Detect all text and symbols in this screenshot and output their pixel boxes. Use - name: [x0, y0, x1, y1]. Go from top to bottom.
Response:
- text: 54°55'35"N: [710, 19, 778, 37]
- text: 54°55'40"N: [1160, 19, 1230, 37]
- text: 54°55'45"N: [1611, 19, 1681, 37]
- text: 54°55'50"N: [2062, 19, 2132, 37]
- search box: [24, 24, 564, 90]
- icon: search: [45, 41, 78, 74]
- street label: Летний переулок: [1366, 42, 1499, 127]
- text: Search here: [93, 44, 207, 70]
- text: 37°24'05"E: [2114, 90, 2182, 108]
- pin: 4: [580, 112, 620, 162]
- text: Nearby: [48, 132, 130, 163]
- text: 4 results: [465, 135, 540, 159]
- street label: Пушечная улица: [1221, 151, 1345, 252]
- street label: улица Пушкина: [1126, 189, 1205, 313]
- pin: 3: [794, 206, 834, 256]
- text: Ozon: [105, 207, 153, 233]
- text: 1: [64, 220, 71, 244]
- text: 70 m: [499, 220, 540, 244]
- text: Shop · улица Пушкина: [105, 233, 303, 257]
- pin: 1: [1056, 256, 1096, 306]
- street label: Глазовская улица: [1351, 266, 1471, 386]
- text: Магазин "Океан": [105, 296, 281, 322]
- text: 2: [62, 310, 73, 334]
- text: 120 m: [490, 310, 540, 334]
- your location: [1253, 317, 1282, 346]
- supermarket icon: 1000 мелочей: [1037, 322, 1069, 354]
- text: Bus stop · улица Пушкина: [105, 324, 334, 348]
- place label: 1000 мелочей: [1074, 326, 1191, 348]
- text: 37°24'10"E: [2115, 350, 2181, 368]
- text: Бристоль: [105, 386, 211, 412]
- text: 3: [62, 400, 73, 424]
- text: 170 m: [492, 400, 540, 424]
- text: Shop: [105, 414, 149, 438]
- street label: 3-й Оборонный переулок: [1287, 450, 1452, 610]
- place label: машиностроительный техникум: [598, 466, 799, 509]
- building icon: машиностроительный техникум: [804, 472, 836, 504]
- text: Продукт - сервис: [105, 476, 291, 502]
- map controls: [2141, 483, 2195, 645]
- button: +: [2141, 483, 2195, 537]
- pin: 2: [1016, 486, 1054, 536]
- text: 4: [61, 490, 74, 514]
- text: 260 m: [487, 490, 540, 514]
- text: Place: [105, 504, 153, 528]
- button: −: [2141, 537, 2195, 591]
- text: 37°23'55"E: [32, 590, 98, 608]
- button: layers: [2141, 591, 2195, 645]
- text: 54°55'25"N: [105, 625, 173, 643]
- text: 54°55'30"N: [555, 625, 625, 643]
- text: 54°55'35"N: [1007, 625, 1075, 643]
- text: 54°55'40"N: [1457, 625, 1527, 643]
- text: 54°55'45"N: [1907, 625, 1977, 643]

- _DESCRIPTION OF THE TASK_
Go through the entries above and copy out every line that includes the word "icon".

- _WRITTEN SOLUTION_
- icon: search: [45, 41, 78, 74]
- supermarket icon: 1000 мелочей: [1037, 322, 1069, 354]
- building icon: машиностроительный техникум: [804, 472, 836, 504]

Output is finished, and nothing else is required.